With the map in his possession, Amos set forth without delay to feast his eyes upon the Treasure. Though his three companions were overcome by fatigue, and there was but half an hour that evening before sunset, the hunchback would not halt until darkness compelled him to do so; and that night the excited and disordered condition of his mind would not allow him to sleep.
He had them up in the small hours that they might be ready to start at daybreak; and they struck the Brook of Scarlet Pebbles early that morning, but a few miles to the north of the Big Fish.
Forsyth afterwards told us that all that day Amos never spoke, but forged ahead with the map in his hand, the others following as best they could. The man was now blinded by his own greed and avarice. He seemed alike incapable of fatigue and insensible to physical pain; for he rushed forward with such mad impetuosity that he was cut to pieces on the thorns, and was soon bleeding profusely from a score of places.

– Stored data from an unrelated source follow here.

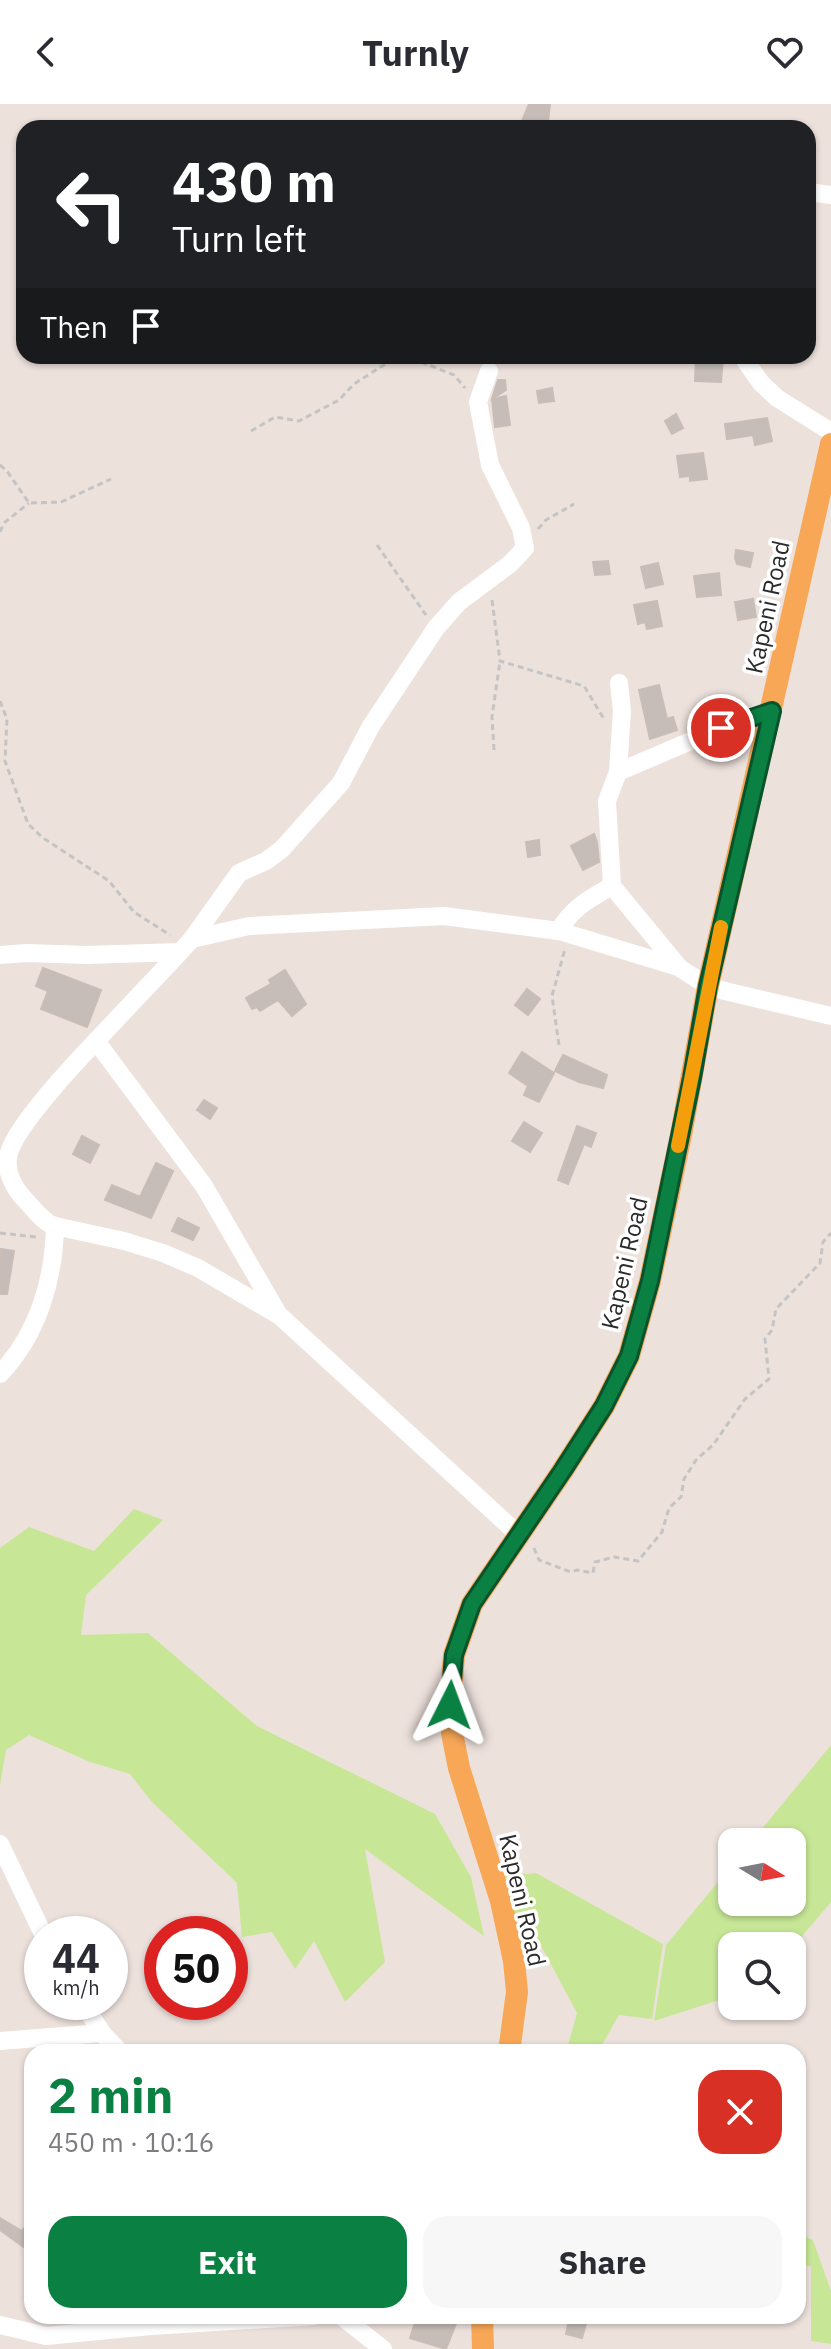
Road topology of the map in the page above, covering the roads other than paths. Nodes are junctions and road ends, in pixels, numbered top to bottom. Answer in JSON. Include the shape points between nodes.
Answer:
{"nodes":[{"id":1,"x":748,"y":364,"type":"edge"},
{"id":2,"x":489,"y":371,"type":"dead end"},
{"id":3,"x":831,"y":432,"type":"edge"},
{"id":4,"x":831,"y":444,"type":"edge"},
{"id":5,"x":619,"y":683,"type":"dead end"},
{"id":6,"x":772,"y":711,"type":"junction"},
{"id":7,"x":618,"y":772,"type":"junction"},
{"id":8,"x":612,"y":886,"type":"junction"},
{"id":9,"x":565,"y":932,"type":"junction"},
{"id":10,"x":186,"y":946,"type":"junction"},
{"id":11,"x":0,"y":955,"type":"edge"},
{"id":12,"x":678,"y":967,"type":"junction"},
{"id":13,"x":708,"y":986,"type":"junction"},
{"id":14,"x":831,"y":1016,"type":"edge"},
{"id":15,"x":96,"y":1041,"type":"junction"},
{"id":16,"x":53,"y":1226,"type":"junction"},
{"id":17,"x":280,"y":1316,"type":"junction"},
{"id":18,"x":0,"y":1374,"type":"edge"},
{"id":19,"x":518,"y":1534,"type":"junction"},
{"id":20,"x":0,"y":1844,"type":"edge"},
{"id":21,"x":34,"y":1916,"type":"edge"},
{"id":22,"x":94,"y":2020,"type":"edge"},
{"id":23,"x":102,"y":2033,"type":"junction"},
{"id":24,"x":0,"y":2041,"type":"edge"},
{"id":25,"x":112,"y":2044,"type":"edge"},
{"id":26,"x":510,"y":2044,"type":"edge"},
{"id":27,"x":184,"y":2324,"type":"edge"},
{"id":28,"x":351,"y":2324,"type":"edge"},
{"id":29,"x":482,"y":2324,"type":"edge"},
{"id":30,"x":0,"y":2325,"type":"edge"},
{"id":31,"x":383,"y":2349,"type":"edge"},
{"id":32,"x":483,"y":2349,"type":"edge"}],
"edges":[{"from":1,"to":3,"type":"street","via":[[777,398]]},
{"from":2,"to":10,"type":"street","via":[[478,402],[490,465],[521,528],[525,548],[436,628],[371,726],[341,783],[282,849],[239,873]]},
{"from":4,"to":6,"type":"main road","name":"Kapeni Road"},
{"from":5,"to":7,"type":"street"},
{"from":6,"to":7,"type":"street"},
{"from":6,"to":13,"type":"main road","name":"Kapeni Road"},
{"from":7,"to":8,"type":"street","via":[[607,801]]},
{"from":8,"to":9,"type":"street","via":[[565,919]]},
{"from":8,"to":12,"type":"street"},
{"from":9,"to":10,"type":"street","via":[[444,916],[249,926]]},
{"from":9,"to":12,"type":"street"},
{"from":10,"to":11,"type":"street"},
{"from":10,"to":15,"type":"street"},
{"from":12,"to":13,"type":"street"},
{"from":13,"to":14,"type":"street"},
{"from":13,"to":19,"type":"main road","name":"Kapeni Road","via":[[650,1281],[629,1356],[604,1406]]},
{"from":15,"to":16,"type":"street","via":[[9,1151],[14,1187]]},
{"from":15,"to":17,"type":"street","via":[[204,1186]]},
{"from":16,"to":17,"type":"street","via":[[163,1253]]},
{"from":16,"to":18,"type":"street","via":[[52,1273],[44,1301]]},
{"from":17,"to":19,"type":"street"},
{"from":19,"to":26,"type":"main road","name":"Kapeni Road","via":[[472,1604],[450,1679],[459,1768],[491,1862],[514,1961],[517,1992]]},
{"from":20,"to":21,"type":"street"},
{"from":22,"to":23,"type":"street"},
{"from":23,"to":24,"type":"street"},
{"from":23,"to":25,"type":"street"},
{"from":27,"to":30,"type":"street","via":[[46,2336]]},
{"from":28,"to":31,"type":"street"},
{"from":29,"to":32,"type":"main road"}]}
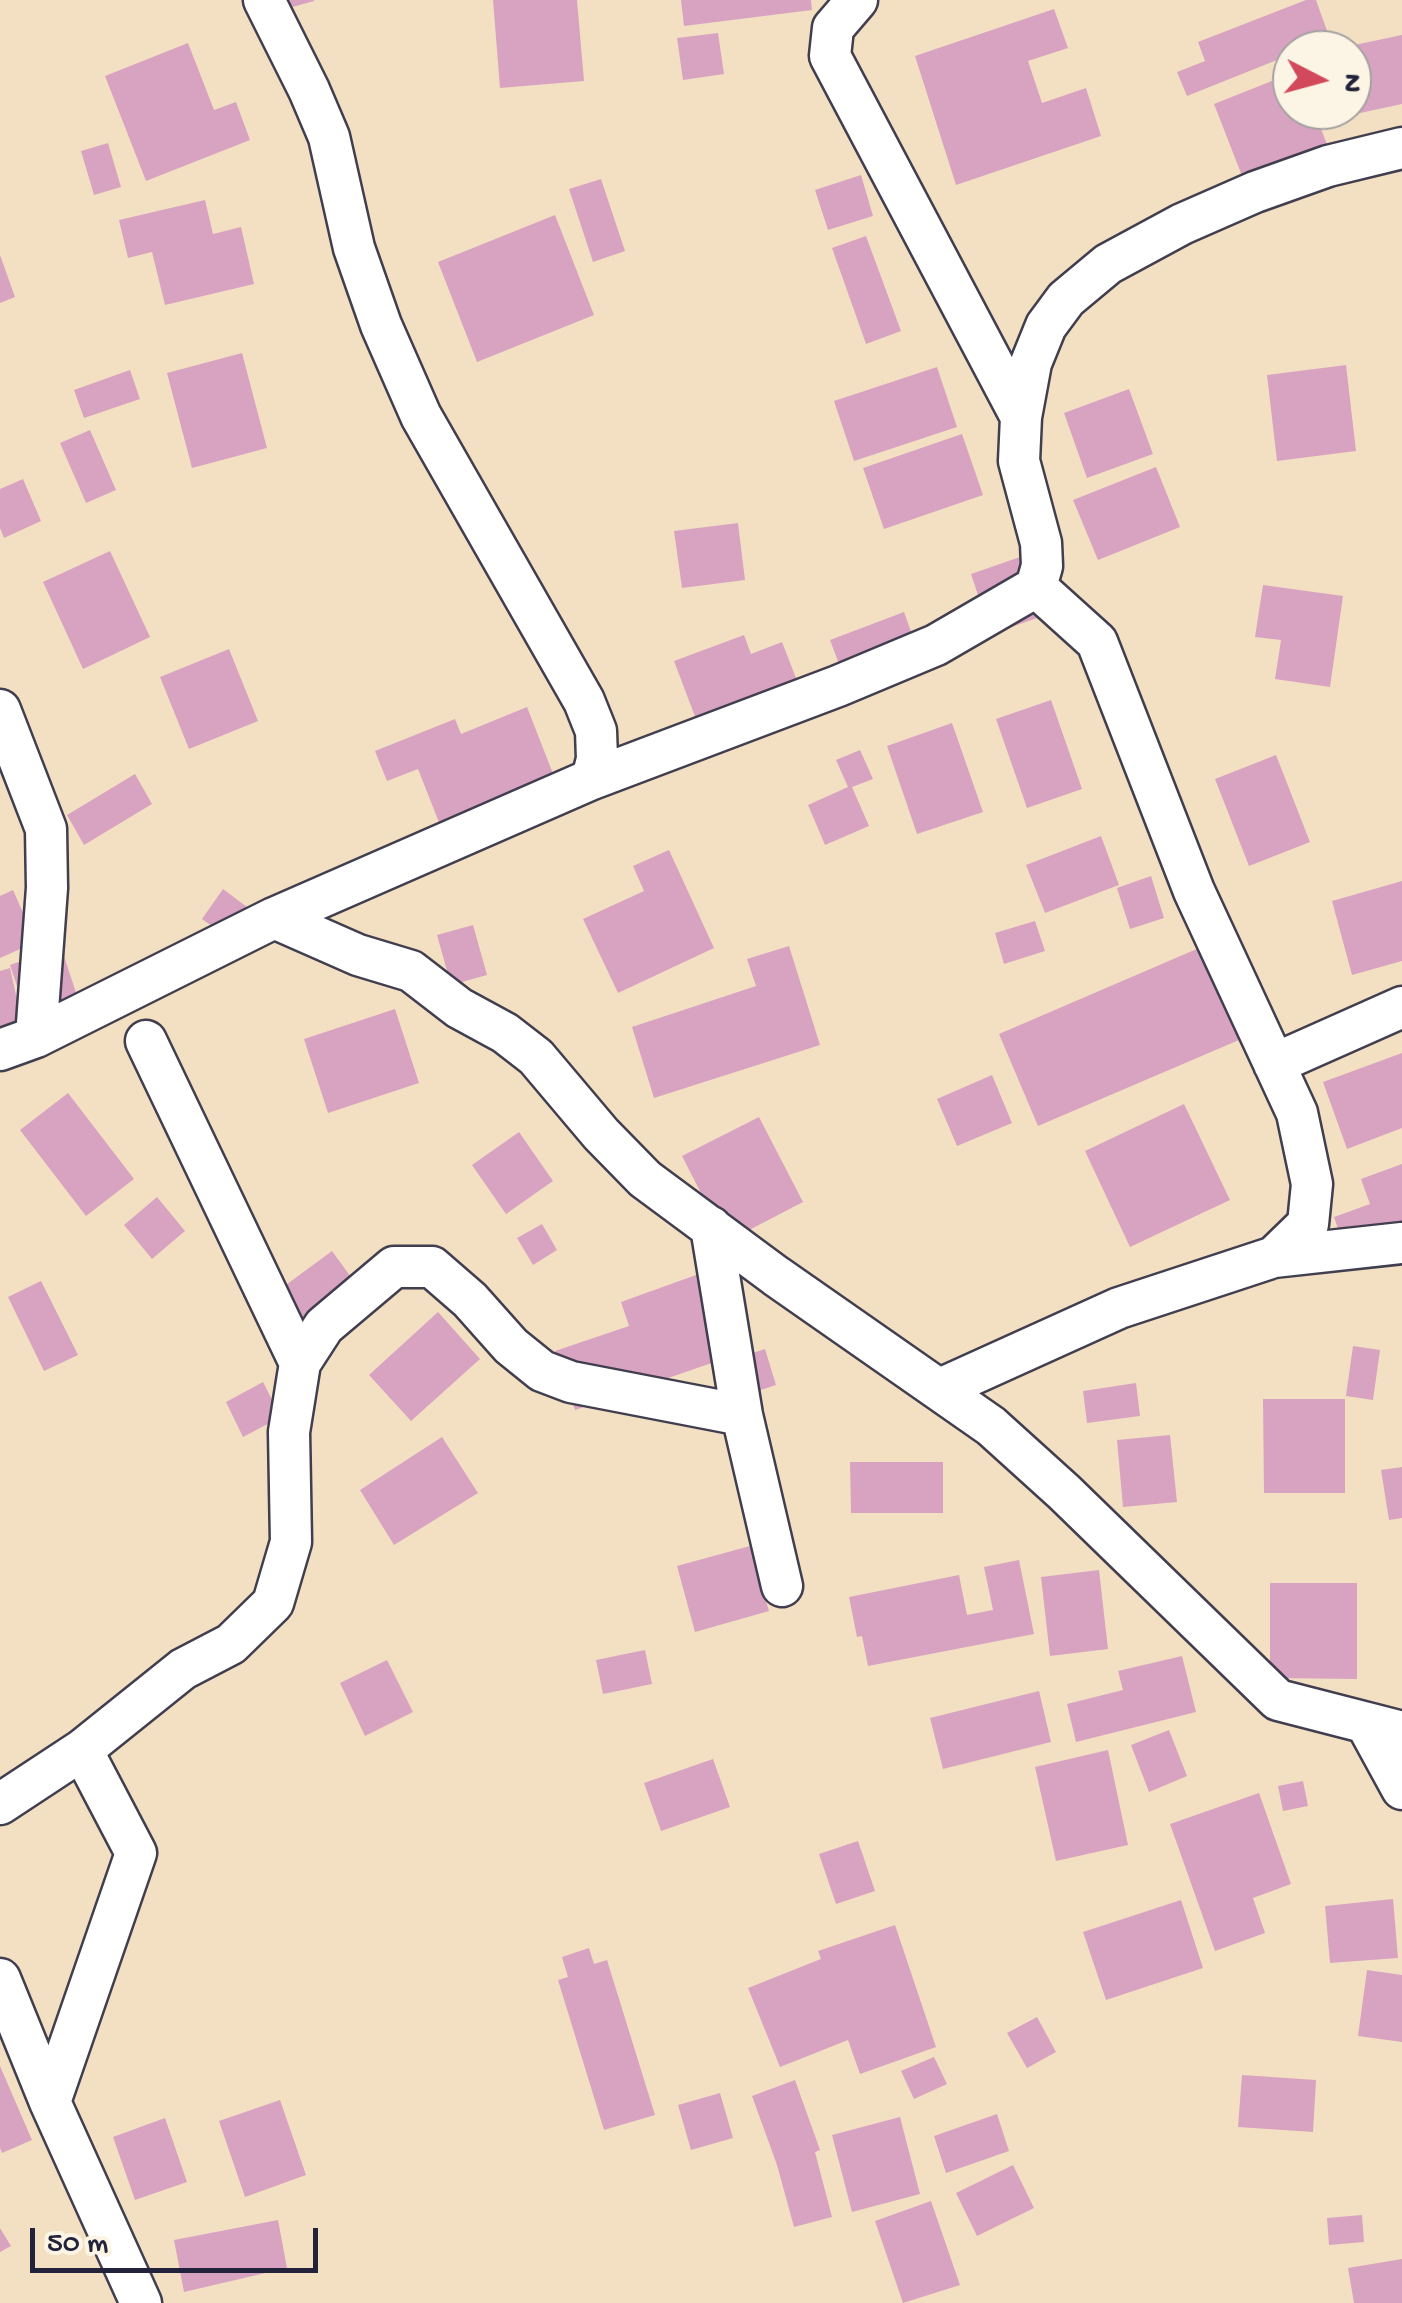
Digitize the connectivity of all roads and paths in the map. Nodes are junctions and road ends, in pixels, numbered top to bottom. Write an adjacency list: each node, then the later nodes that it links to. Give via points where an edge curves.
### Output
1 (264, 0): 7 (street, via 329,137 354,248 421,416 584,701 596,732)
2 (857, 0): 4 (street, via 833,28 830,56)
3 (1402, 148): 4 (street, via 1255,192 1108,264 1046,326)
4 (1020, 417): 5 (street, via 1019,461 1041,543)
5 (1036, 587): 7 (street, via 936,644); 12 (street, via 1097,642 1194,891)
6 (0, 710): 11 (street, via 46,829 47,888)
7 (592, 778): 8 (street)
8 (274, 918): 11 (street); 13 (street, via 411,971 458,1008 505,1033 536,1057 644,1180)
9 (1402, 1007): 12 (street)
10 (146, 1041): 16 (street)
11 (18, 1043)
12 (1274, 1064): 15 (street, via 1297,1113 1312,1184 1308,1224)
13 (711, 1227): 17 (street); 18 (street)
14 (1402, 1243): 15 (street)
15 (1274, 1257): 17 (street, via 1119,1308)
16 (300, 1364): 18 (street, via 324,1326 394,1267 432,1267 542,1371); 21 (street, via 289,1432 291,1542 274,1603 230,1644 183,1669)
17 (940, 1389): 20 (street, via 1064,1492 1278,1700)
18 (742, 1415): 19 (street)
19 (782, 1586)
20 (1384, 1728): 22 (street)
21 (82, 1750): 23 (street); 25 (street, via 136,1853)
22 (1402, 1789)
23 (0, 1804)
24 (0, 1979): 25 (street)
25 (50, 2102): 26 (street)
26 (141, 2303)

He came, on a sudden, upon the swamp, into which he plunged so recklessly that he was waist-deep before he knew it. Then, to his great alarm, he found that he was unable to move. He was held tight in the mud, and was at once attacked by scores of little leeches.
He threw up his arms into the air like a drowning man, crying out piteously for help. Forsyth, as cool as ever--as I can well imagine--at once cut down a long bamboo, and held this out to Amos, who was eventually hauled back to safety, though covered from head to foot in mud.
The leeches they were obliged to cut away from him with knives; and all the time the man reviled them for not making greater haste, telling them repeatedly that they were but a short distance from the Treasure, upon which he was determined to set eyes that very day.
It was then that his companions, for the first time, suspected that the man's mind was disordered; for Amos talked like a lunatic, and there was a strange look in his eyes. For instance, he whipped round upon Forsyth and told him that he had ever been a stumbling-block, with his refined manners and his London airs, since the expedition started from Caracas. At which Forsyth laughed aloud.
"Your memory is something short," said he. "Less than five minutes ago I saved your life. You were sinking even as I pulled you out. Had it not been for me, you would have been drowned in black, stinking mud, and your corpse devoured by leeches."
At that, Amos burst into the wild and hideous laughter of a madman.
"Liar!" he shrieked. "You saved the map! It was not me you saved; it was the map--and without risk to yourself. Much good may it do you! I shall see to it that you profit nothing. Trust Amos Baverstock for that!"